### Assigned task
Every line containing the word "FLOR" must be pulled from the records.

### The data
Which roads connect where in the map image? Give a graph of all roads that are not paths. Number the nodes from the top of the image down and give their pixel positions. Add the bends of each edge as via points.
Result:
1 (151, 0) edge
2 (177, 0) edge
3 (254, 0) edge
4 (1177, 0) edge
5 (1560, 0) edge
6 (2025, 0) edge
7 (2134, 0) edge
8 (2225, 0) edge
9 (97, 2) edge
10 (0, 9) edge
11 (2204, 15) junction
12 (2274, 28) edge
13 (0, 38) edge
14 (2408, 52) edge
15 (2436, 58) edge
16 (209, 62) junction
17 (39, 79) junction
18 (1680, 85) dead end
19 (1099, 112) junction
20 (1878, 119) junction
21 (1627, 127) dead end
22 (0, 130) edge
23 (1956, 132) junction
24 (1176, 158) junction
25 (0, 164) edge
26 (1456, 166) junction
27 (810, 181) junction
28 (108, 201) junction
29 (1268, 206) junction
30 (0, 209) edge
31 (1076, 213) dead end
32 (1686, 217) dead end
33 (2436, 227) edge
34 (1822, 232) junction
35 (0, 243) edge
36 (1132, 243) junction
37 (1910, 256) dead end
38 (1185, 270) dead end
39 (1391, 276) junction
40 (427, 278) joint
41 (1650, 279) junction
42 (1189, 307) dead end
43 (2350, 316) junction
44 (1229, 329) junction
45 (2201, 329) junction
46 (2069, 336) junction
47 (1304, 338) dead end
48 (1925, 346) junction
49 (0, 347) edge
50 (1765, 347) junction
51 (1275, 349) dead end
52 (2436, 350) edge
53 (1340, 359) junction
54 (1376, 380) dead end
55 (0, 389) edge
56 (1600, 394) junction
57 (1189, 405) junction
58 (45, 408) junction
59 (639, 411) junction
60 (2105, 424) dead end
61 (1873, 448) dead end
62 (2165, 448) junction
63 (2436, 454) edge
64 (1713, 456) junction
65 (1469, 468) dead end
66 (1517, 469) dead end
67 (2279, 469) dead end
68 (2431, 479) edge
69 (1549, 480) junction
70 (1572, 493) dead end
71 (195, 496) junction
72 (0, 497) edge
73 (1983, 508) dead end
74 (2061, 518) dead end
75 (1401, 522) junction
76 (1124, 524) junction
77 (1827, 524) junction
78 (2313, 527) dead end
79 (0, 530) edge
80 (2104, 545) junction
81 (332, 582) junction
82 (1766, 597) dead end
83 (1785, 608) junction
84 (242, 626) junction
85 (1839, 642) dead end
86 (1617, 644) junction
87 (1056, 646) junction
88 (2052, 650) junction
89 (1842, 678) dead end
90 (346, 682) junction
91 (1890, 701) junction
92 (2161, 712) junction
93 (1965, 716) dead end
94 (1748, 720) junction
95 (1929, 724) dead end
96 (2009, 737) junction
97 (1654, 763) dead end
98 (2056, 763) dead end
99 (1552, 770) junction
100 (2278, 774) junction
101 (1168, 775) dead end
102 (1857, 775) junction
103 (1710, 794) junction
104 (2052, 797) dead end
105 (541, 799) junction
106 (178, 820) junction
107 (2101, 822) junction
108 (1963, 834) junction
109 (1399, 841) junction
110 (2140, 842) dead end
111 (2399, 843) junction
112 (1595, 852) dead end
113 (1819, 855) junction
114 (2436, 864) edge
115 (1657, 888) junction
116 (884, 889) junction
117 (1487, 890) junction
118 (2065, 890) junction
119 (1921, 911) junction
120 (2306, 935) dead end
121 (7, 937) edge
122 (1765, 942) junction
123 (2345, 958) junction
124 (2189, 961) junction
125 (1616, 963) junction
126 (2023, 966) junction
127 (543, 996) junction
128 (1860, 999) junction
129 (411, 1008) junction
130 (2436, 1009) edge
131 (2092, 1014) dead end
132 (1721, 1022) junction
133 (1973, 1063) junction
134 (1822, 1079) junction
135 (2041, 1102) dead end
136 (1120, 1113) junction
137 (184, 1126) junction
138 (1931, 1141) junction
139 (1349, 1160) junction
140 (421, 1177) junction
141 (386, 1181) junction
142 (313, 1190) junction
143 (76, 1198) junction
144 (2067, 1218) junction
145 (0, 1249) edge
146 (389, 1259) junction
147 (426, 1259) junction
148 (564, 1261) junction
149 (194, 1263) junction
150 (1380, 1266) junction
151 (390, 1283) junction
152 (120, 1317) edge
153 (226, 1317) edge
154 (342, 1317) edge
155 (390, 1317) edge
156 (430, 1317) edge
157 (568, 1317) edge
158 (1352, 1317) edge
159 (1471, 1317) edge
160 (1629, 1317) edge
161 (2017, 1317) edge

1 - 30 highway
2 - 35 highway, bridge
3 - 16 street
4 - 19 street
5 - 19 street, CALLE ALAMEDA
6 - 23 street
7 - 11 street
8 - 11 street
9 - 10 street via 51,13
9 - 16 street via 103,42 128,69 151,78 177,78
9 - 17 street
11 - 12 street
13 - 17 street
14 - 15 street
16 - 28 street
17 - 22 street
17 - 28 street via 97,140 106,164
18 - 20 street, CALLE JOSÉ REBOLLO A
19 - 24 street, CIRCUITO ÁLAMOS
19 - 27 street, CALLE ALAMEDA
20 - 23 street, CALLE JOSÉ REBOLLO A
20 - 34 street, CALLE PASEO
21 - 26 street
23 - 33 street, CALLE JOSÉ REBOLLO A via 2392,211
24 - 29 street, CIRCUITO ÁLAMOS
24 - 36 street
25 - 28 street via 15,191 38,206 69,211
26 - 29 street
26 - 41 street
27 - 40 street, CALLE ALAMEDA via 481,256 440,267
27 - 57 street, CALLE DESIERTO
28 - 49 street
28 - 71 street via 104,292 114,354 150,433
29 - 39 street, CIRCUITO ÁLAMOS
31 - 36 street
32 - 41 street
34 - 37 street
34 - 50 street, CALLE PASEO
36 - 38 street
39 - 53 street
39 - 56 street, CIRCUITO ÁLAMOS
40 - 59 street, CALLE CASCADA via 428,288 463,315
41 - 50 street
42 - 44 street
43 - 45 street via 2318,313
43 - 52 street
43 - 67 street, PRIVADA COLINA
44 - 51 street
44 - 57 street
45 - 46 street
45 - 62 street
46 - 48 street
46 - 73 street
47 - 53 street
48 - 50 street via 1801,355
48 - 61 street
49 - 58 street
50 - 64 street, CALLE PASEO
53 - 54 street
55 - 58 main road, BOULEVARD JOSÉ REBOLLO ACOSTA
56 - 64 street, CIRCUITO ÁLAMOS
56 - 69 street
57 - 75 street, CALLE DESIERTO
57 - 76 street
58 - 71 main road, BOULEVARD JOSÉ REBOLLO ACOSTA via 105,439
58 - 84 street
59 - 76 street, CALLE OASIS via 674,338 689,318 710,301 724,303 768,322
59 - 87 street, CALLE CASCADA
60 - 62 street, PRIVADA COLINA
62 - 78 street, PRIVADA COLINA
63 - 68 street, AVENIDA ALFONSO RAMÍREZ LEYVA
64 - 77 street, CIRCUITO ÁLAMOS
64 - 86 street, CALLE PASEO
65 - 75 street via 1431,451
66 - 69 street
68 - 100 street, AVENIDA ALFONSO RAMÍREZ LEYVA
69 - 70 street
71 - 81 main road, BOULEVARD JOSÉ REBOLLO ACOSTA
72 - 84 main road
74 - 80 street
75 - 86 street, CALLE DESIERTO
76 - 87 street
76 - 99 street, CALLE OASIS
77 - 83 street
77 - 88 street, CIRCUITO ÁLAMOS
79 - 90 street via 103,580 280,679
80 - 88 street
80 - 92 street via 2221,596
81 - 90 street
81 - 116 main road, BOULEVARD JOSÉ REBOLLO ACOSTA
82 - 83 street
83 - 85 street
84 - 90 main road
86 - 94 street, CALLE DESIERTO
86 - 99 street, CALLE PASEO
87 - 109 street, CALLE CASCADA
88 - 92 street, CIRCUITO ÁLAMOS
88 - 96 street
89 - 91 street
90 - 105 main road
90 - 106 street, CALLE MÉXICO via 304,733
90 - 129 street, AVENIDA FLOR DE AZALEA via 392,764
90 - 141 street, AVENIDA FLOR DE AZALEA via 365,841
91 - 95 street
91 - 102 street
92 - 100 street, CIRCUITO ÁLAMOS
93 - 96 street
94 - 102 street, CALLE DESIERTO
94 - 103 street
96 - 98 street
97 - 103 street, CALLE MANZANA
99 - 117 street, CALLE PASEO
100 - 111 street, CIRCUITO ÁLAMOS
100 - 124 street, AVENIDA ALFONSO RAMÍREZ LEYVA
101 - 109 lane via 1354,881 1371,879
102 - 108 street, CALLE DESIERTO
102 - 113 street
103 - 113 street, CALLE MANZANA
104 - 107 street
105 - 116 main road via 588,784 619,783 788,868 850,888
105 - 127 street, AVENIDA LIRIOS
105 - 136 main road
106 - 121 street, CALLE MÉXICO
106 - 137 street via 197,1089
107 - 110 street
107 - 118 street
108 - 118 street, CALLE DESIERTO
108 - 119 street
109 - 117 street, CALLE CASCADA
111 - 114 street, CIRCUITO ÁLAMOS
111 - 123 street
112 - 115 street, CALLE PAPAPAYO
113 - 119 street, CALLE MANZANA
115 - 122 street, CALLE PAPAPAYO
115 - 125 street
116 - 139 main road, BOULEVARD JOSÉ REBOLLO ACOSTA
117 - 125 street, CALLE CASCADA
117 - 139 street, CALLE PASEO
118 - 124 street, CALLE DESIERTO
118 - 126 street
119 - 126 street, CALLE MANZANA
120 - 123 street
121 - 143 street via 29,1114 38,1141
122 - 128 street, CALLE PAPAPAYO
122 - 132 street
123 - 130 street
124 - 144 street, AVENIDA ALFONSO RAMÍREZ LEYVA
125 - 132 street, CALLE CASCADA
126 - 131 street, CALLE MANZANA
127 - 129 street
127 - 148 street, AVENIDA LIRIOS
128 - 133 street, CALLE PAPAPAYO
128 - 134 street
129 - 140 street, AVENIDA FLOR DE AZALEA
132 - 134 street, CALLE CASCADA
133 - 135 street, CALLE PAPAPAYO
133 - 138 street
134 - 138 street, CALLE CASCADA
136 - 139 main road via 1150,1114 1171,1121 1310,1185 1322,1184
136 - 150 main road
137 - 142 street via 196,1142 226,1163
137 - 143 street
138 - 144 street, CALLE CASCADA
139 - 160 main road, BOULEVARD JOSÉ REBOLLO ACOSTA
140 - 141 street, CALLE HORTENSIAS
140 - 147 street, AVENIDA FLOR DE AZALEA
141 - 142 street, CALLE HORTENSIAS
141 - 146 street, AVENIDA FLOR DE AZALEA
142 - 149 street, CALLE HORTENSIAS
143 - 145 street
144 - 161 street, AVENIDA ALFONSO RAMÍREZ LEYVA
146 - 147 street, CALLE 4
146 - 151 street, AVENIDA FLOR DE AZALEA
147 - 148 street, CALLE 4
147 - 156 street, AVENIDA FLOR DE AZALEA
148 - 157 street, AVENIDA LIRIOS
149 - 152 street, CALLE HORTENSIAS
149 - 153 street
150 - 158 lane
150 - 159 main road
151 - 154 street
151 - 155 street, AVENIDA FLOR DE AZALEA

### Answer section
90 - 129 street, AVENIDA FLOR DE AZALEA via 392,764
90 - 141 street, AVENIDA FLOR DE AZALEA via 365,841
129 - 140 street, AVENIDA FLOR DE AZALEA
140 - 147 street, AVENIDA FLOR DE AZALEA
141 - 146 street, AVENIDA FLOR DE AZALEA
146 - 151 street, AVENIDA FLOR DE AZALEA
147 - 156 street, AVENIDA FLOR DE AZALEA
151 - 155 street, AVENIDA FLOR DE AZALEA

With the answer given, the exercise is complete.